Michael Billings said:
			
		

> I tried to visit his website and add it to my links at _*Kenpo-Texas.com*_, but it required a password to even view it.  If there is a public area, please post the URL.
> 
> Thanks,
> -Michael




It is www.AmericanKenpoConcepts.com

If you leave out the WWW it does ask for a password, don't know why.

Take care,

Darin


----------



## azkenpo1 (Feb 23, 2004)

Brian Jones said:
			
		

> Don't know if this is what you are looking for but I met Mr. Chavies at Jeff Speakman's Camp in 2001.  He did a great seminar, and I know he is one of the people demonstrating in Infinite Insights, vol. 5.  At the camp, during the introductions they made mention that there had been a falling out (either between Mr. Chavies and Mr. Parker or with the IKKA). But that they were glad he was coming back into the Kenpo fold.  I amnot sure where Mr. Chavies is located now, I am taking a shot and saying California.
> 
> Hope this helps,
> 
> Brian Jones



Mr. Chavies left the IKKA in approximately 1997 or 1998.  He was close to Mr. Parker up until Mr.
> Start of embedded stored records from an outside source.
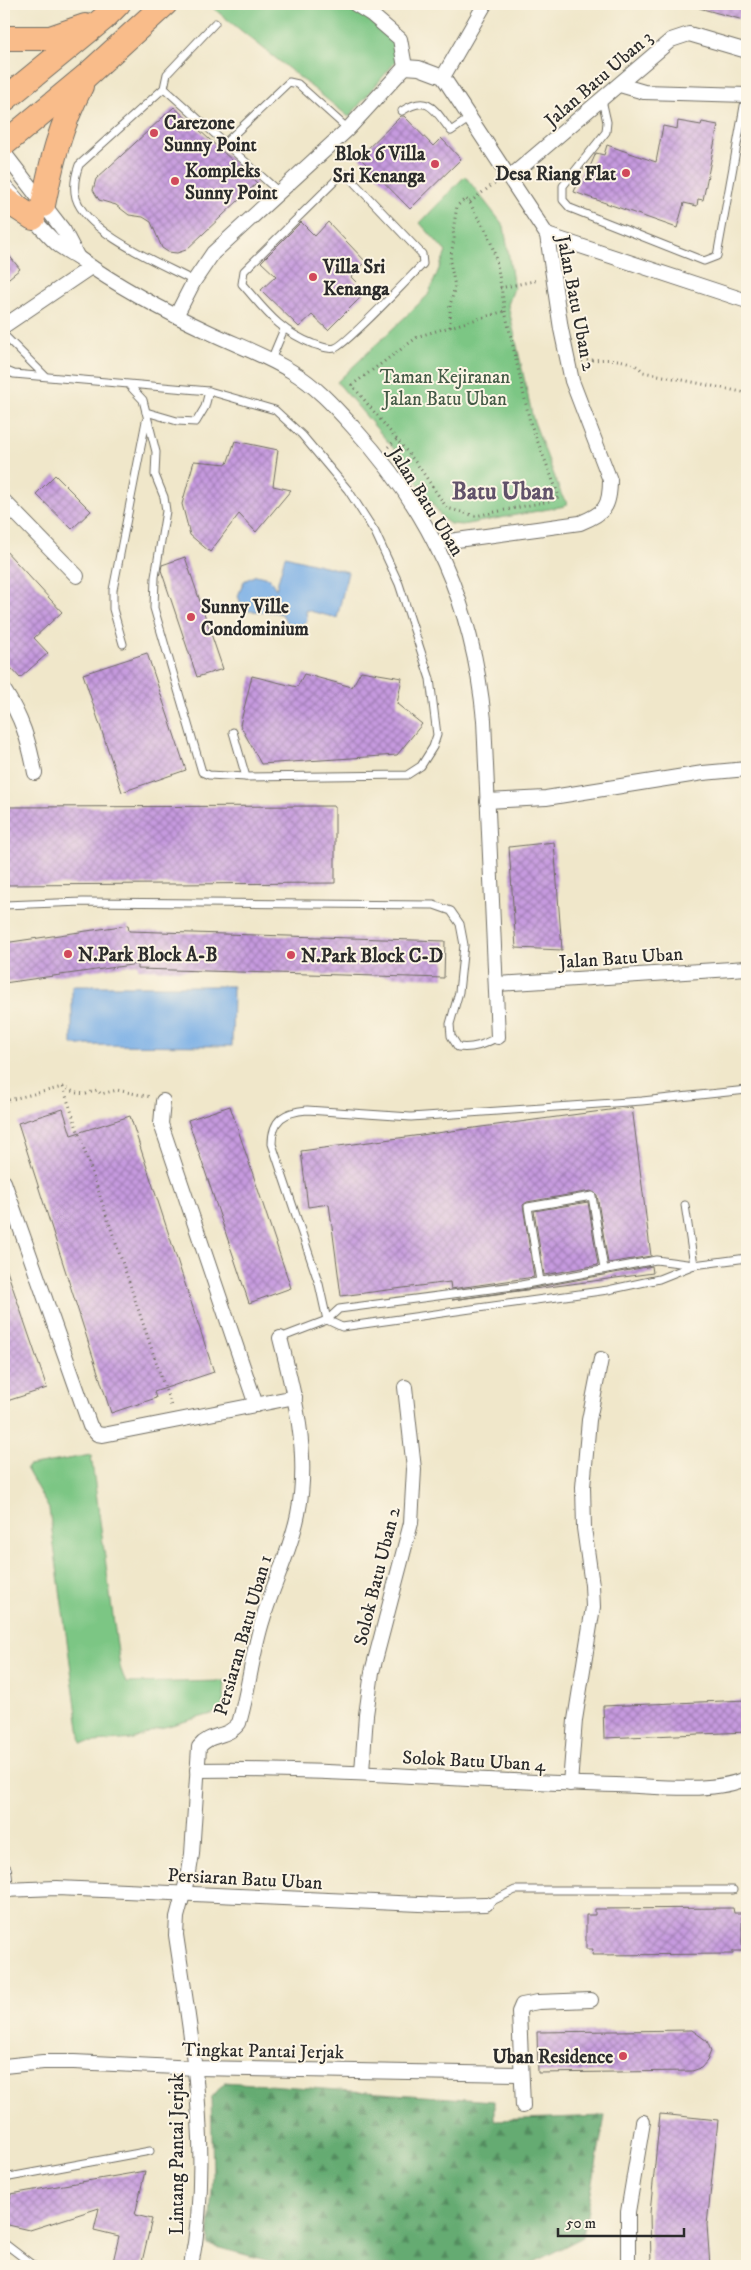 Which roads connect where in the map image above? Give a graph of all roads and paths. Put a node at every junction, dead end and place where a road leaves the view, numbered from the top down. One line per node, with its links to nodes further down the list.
1 (165, 4): 9 (highway)
2 (355, 4): 8 (street)
3 (483, 5): 10 (street)
4 (110, 11): 6 (highway); 14 (highway)
5 (215, 23): 12 (lane)
6 (4, 38)
7 (747, 51): 11 (street, Jalan Batu Uban 3)
8 (405, 67): 10 (street); 18 (street)
9 (86, 76): 20 (highway); 28 (highway)
10 (443, 77): 17 (street, Jalan Batu Uban 2)
11 (620, 85): 13 (street); 15 (street, Jalan Batu Uban 3)
12 (164, 88): 19 (lane); 31 (lane)
13 (747, 95): 15 (lane)
14 (4, 100)
15 (602, 100): 22 (street, Jalan Batu Uban 3)
16 (402, 111): 17 (lane)
17 (470, 118): 22 (street, Jalan Batu Uban 2)
18 (348, 130): 19 (lane); 25 (street)
19 (226, 142): 25 (lane)
20 (4, 144)
21 (4, 153): 28 (street, Jalan Batu Uban)
22 (510, 178): 29 (street, Jalan Batu Uban 2)
23 (4, 184): 28 (street, Jalan Batu Uban)
24 (494, 185): 27 (path)
25 (281, 193): 31 (street)
26 (4, 199): 28 (highway)
27 (470, 202): 33 (path); 38 (path)
28 (38, 211): 30 (street, Jalan Batu Uban)
29 (547, 235): 34 (street); 42 (street, Jalan Batu Uban 2)
30 (91, 267): 36 (street, Jalan Batu Uban); 37 (street)
31 (194, 280): 36 (street)
32 (541, 280): 33 (path)
33 (500, 288): 35 (path)
34 (747, 301)
35 (505, 311): 38 (path); 38 (path)
36 (176, 316): 41 (street, Jalan Batu Uban)
37 (4, 326)
38 (450, 327)
39 (284, 329): 39 (lane); 41 (lane)
40 (4, 335): 44 (lane)
41 (271, 361): 50 (street, Jalan Batu Uban)
42 (568, 363): 47 (path); 50 (street, Jalan Batu Uban 2)
43 (4, 370): 44 (lane)
44 (44, 375): 45 (lane)
45 (130, 385): 46 (lane); 48 (lane)
46 (209, 391): 48 (lane); 57 (lane)
47 (747, 393)
48 (146, 415): 52 (lane); 57 (lane)
49 (4, 500): 51 (street)
50 (435, 543): 58 (street, Jalan Batu Uban)
51 (77, 576)
52 (123, 644)
53 (4, 690): 56 (street)
54 (233, 732): 57 (lane)
55 (747, 769): 58 (street)
56 (35, 773)
57 (246, 776)
58 (487, 801): 61 (street, Jalan Batu Uban)
59 (4, 905): 62 (lane)
60 (747, 968): 61 (street, Jalan Batu Uban)
61 (497, 984): 62 (street, Jalan Batu Uban)
62 (498, 1037)
63 (63, 1087): 65 (path); 66 (path); 79 (path)
64 (747, 1090): 73 (lane)
65 (4, 1101)
66 (163, 1101): 78 (street)
67 (4, 1182): 79 (street)
68 (685, 1205): 70 (lane)
69 (747, 1258): 70 (lane)
70 (694, 1265): 71 (lane); 73 (lane)
71 (604, 1269): 72 (lane); 72 (lane)
72 (540, 1281): 73 (lane)
73 (327, 1320): 74 (lane)
74 (280, 1338): 77 (street, Persiaran Batu Uban 1)
75 (601, 1359): 83 (street)
76 (405, 1387): 81 (street, Solok Batu Uban 2)
77 (295, 1397): 78 (street); 80 (street, Persiaran Batu Uban 1)
78 (256, 1405): 79 (street)
79 (176, 1421)
80 (197, 1770): 81 (street, Solok Batu Uban 4); 87 (street, Persiaran Batu Uban 1)
81 (362, 1772): 83 (street, Solok Batu Uban 4)
82 (747, 1778): 83 (street, Solok Batu Uban 4)
83 (570, 1784)
84 (4, 1870): 85 (street)
85 (5, 1890): 87 (street, Persiaran Batu Uban)
86 (733, 1890): 88 (lane)
87 (184, 1894): 88 (street, Persiaran Batu Uban); 91 (street, Lintang Pantai Jerjak)
88 (486, 1904)
89 (591, 2000): 92 (street)
90 (4, 2066): 91 (street, Tingkat Pantai Jerjak)
91 (196, 2068): 92 (street, Tingkat Pantai Jerjak); 99 (street, Lintang Pantai Jerjak)
92 (521, 2074): 93 (street)
93 (523, 2106)
94 (644, 2122): 100 (street)
95 (150, 2152): 96 (lane)
96 (4, 2178)
97 (4, 2243): 98 (lane)
98 (34, 2266)
99 (191, 2266)
100 (628, 2266)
Parker passed away.


----------



## Michael Billings (Feb 23, 2004)

azkenpo1 said:
			
		

> It is www.AmericanKenpoConcepts.com
> 
> If you leave out the WWW it does ask for a password, don't know why.
> 
> ...


 Thanks mucho, I have not seen him in 5 - 6 years.  Appreciate the link.

 -Michael


----------



## Doc (Feb 24, 2004)

Nick Ellerton said:
			
		

> I am extremely entirgued but the mysterious lack of knowledge able to be obtained anywhere about Mr Tommy Chavies. So please if any of you in these forums no anything about mr chavies i would like to read it.
> 
> cheers.



Tommy Chavies is a 2nd generation black belt under me on the family tree.


----------



## N1ck8586 (Mar 20, 2007)

Reading information about mr chavies online, it is mixed; some say he is 1st generation others say second, all in all i really dont think it matters who is under who or who is ranked higher than the other, all that matters is the enjoyment of the art by one self and the contribution to making sure it continues to stay strong.


----------



## Doc (Mar 20, 2007)

N1ck8586 said:


> Reading information about mr chavies online, it is mixed; some say he is 1st generation others say second, all in all i really dont think it matters who is under who or who is ranked higher than the other, all that matters is the enjoyment of the art by one self and the contribution to making sure it continues to stay strong.



For the record, Tommy Chavies made black belt under me, and all of his IKKA rank is recorded under my lineage, as indicated on the Family Tree, that Mr. Parker published. 

Mr. Chavies is an extremely talented Kenpoist.


----------



## Doc (Mar 20, 2007)

Brian Jones said:


> Don't know if this is what you are looking for but I met Mr. Chavies at Jeff Speakman's Camp in 2001.  He did a great seminar, and I know he is one of the people demonstrating in Infinite Insights, vol. 5.  At the camp, during the introductions they made mention that there had been a falling out (either between Mr. Chavies and Mr. Parker or with the IKKA). But that they were glad he was coming back into the Kenpo fold.  I amnot sure where Mr. Chavies is located now, I am taking a shot and saying California.
> 
> Hope this helps,
> 
> Brian Jones



Mr. Chavies did not have a falling out with Mr. Parker Sr., but there was a disagreement between he, Ed Parker Jr. and the IKKA after Mr. Parker passed. Tommy can also be seen on the two volumes of Mr. Parker's video's along with my other student Curtis Faust, as well as myself briefly.


----------



## HKphooey (Mar 20, 2007)

Doc and azkenpo1,

Thanks for the info.  Read/heard the name many times, but nothing more.


----------